Well, Boulder really just wasn’t weird and challenging enough, so get your smelling salts ready because I’ll be spending the next three years as a visiting fellow at . . . UC Berkeley. Among other things, I’ll be teaching Political Science 157A, “U.S. Constitutional Law,” a large undergraduate lecture course, and also team teaching a seminar on executive power and administrative lawmaking at Boalt Hall Law School with John Yoo. (We’re thinking of offering the students a choice for course grading: a 25-page research paper, or being waterboarded.) Other courses and events will follow in due course through the Institute of Governmental Studies, which will be my home base for the next three years.

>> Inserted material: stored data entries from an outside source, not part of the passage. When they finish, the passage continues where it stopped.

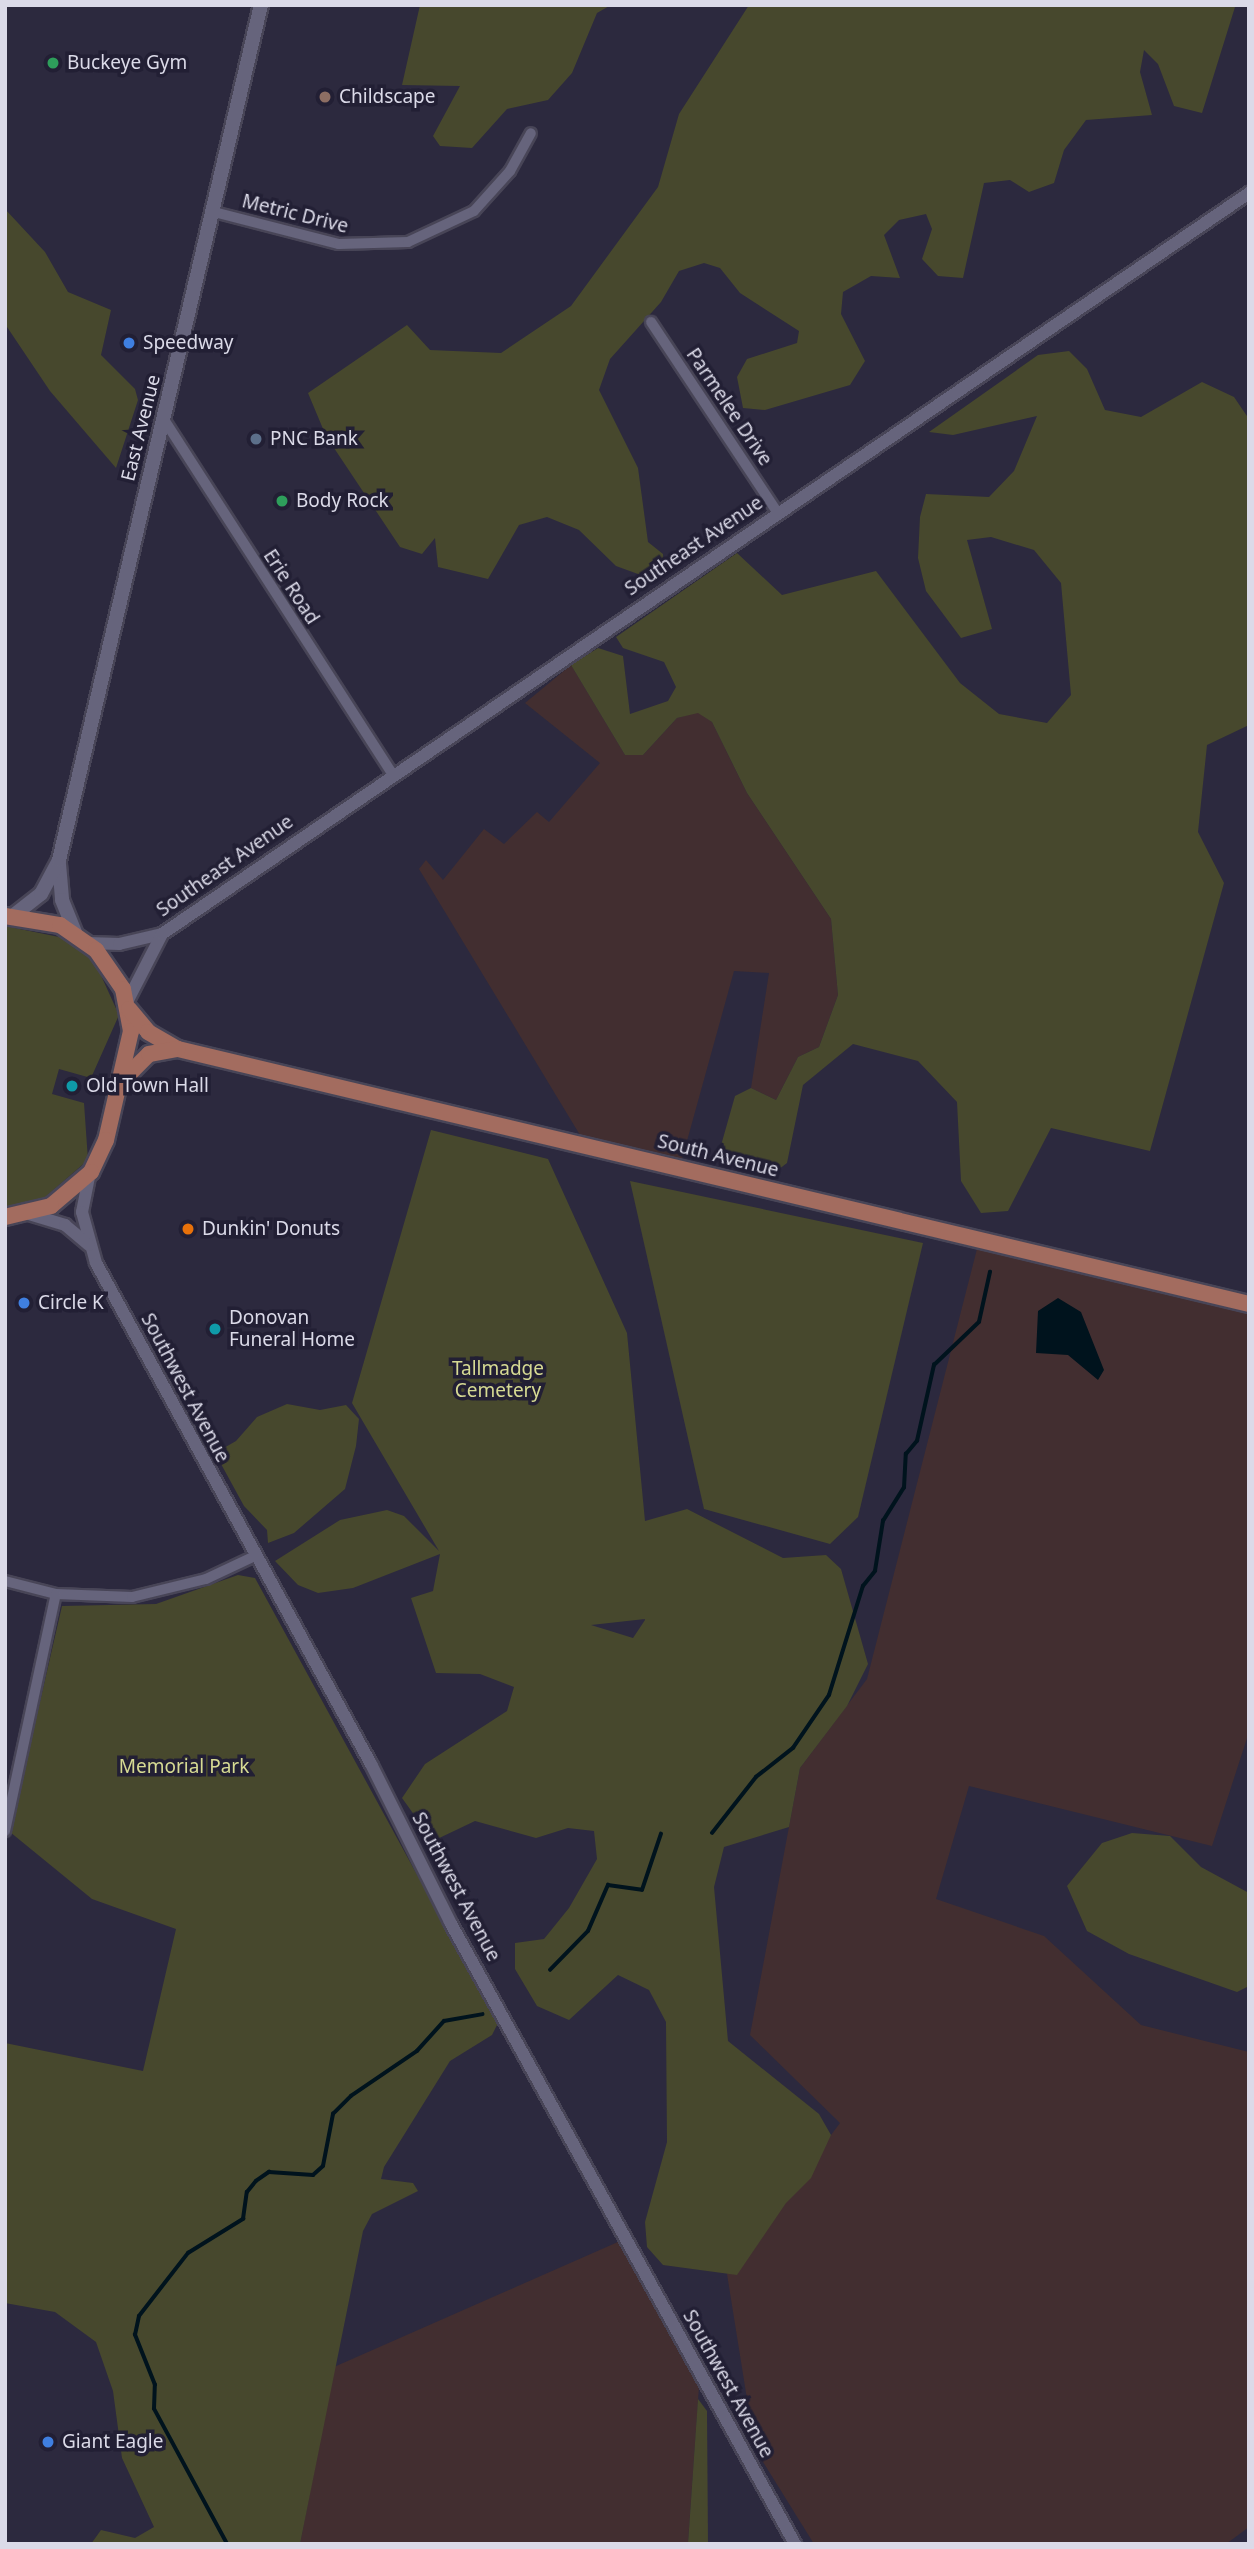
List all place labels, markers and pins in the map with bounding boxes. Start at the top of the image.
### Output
place label: Buckeye Gym [67,52,187,74]
marker: Buckeye Gym [45,55,61,71]
place label: Childscape [339,86,436,108]
marker: Childscape [317,89,333,105]
place label: Speedway [143,332,234,354]
marker: Speedway [121,335,137,351]
place label: PNC Bank [270,428,358,450]
marker: PNC Bank [248,431,264,447]
place label: Body Rock [296,490,389,512]
marker: Body Rock [274,493,290,509]
place label: Old Town Hall [86,1075,209,1097]
marker: Old Town Hall [64,1078,80,1094]
place label: Dunkin' Donuts [202,1218,340,1240]
marker: Dunkin' Donuts [180,1221,196,1237]
place label: Circle K [38,1292,104,1314]
marker: Circle K [16,1295,32,1311]
place label: Donovan Funeral Home [229,1307,355,1351]
marker: Donovan Funeral Home [207,1321,223,1337]
place label: Giant Eagle [62,2431,163,2453]
marker: Giant Eagle [40,2434,56,2450]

Now I know what you’re thinking, and yes, I have a Blackwater security detail on retainer, as well as a closet full of new Kevlar menswear and disguises. Actually, fairness compels noting that large public universities are probably less hostile to conservatives than private liberal arts colleges for reasons that would take a while to explain, and in fact the course I’ll be teaching in the political science department was long taught by one of Berkeley’s unknown and unheralded conservatives, the late Sandy Muir. So having me there is not as astounding as it seems. Many of my academic heroes were from Berkeley, especially Aaron Wildavsky and Paul Seabury. (And Harvey Mansfield Jr. taught briefly at Berkeley in the 1960s.) Like many universities, the problems at Berkeley are the radicalized “studies” departments, and the radical hangers on in town who make a mess of the city of Berkeley.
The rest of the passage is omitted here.